See, my life is so different now. But I really miss having you in it. It has been so very difficult knowing that you are still in such darkness, and that I STILL cannot do anything about it. I STILL cannot help you. And oh, if I could only share with you how beautiful and sweet the taste of freedom is! If I could only help you take that step of allowing the walls around your heart to come down, and allowing God to invade every space and take full ownership of your broken heart. If you could only know what that is like...to come out of the dark and into the light! Oh, it exists! It's the most beautiful,  indescribable experience! But I just fear that even if I tried to share all of this with you, you would still believe that you are too far gone...too broken...too long in the depths to believe the Truth. So I struggle to pick up the phone and call, even though I've learned to recognize God's promptings, and He's been putting you back on my heart more and more. Still my heart hurts too much to see you right now, so I've been ignoring His knocks and His whispers of, "Pick up that phone." It's still too hard, although I'm kind of ashamed to admit it, to be around you right now. 

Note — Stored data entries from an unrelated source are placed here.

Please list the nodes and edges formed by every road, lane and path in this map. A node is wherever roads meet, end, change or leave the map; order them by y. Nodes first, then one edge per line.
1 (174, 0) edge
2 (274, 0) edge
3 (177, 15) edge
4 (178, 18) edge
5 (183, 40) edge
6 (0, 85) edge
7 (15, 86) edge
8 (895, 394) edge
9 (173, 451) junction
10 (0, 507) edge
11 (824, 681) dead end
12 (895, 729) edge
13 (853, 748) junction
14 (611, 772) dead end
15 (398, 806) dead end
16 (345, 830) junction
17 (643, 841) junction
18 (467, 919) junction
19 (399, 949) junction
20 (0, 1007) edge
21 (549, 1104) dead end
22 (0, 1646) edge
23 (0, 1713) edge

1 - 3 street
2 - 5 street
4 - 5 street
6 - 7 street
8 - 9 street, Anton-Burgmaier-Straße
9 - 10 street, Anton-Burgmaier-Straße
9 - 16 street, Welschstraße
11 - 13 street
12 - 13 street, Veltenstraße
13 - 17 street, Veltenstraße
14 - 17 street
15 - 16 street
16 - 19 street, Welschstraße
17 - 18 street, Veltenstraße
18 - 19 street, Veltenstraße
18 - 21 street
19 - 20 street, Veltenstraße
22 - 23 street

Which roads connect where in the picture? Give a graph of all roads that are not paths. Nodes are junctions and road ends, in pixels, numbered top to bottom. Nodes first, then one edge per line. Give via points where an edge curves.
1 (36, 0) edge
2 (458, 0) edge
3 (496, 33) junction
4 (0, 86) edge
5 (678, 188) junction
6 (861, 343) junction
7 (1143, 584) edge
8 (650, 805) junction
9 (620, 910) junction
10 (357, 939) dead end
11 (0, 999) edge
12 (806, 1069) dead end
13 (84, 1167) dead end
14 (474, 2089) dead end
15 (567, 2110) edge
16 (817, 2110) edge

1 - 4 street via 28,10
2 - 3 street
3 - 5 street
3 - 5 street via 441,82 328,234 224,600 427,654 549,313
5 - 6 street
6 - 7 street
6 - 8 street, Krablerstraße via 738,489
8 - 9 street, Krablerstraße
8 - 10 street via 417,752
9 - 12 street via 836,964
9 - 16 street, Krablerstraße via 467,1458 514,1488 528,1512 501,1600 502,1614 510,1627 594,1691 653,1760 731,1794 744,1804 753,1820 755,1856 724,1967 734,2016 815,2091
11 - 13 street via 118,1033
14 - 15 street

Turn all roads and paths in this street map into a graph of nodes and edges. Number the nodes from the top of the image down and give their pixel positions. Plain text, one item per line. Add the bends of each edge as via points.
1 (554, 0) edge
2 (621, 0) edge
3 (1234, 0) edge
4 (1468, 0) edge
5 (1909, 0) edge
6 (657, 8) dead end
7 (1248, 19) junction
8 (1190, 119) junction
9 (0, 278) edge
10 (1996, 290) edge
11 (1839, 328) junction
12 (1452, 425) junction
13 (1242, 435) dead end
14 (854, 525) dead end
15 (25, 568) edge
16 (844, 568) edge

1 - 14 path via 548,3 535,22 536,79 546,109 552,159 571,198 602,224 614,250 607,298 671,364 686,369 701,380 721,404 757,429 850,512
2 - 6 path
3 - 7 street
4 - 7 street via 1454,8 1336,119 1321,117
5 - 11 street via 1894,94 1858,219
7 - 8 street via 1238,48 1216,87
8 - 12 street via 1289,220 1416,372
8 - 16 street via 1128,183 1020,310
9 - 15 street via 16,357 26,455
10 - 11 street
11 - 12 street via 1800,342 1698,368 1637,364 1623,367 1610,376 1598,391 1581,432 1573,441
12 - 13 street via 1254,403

Honestly, I still wait for the day that I'll get a phone call telling me that you're gone...that you've given up. And I imagine the grief I would experience...the kind of grief that I could never see going away. But see, the thing is, I'm already grieving. Because in a way, I've already lost you. I've lost what used to be the greatest friendship. I miss you so much, but I'm just scared that if I call you or try to see you, you'll just say no because you're feeling too badly. And that's going to make me hurt...again. I know very well that it would be an act of obedience to the Lord if I tried to reconnect with you. But I have to confess that I have doubts that it's going to do any good at all. 

I hope that I can allow God to change my heart towards this situation. He's changed my heart in so many other ways. But right now I continue to hold onto the pain I associate with you and our past relationship. 

Remember when we were the absolute best of friends? Because I do. And I grieve that time. I grieve you, this person who is alive, yet still gone. I hope you'll come back. Come out of this darkness, into His marvelous light. And I hope I'll be brave enough to reach out again, and help you get there. 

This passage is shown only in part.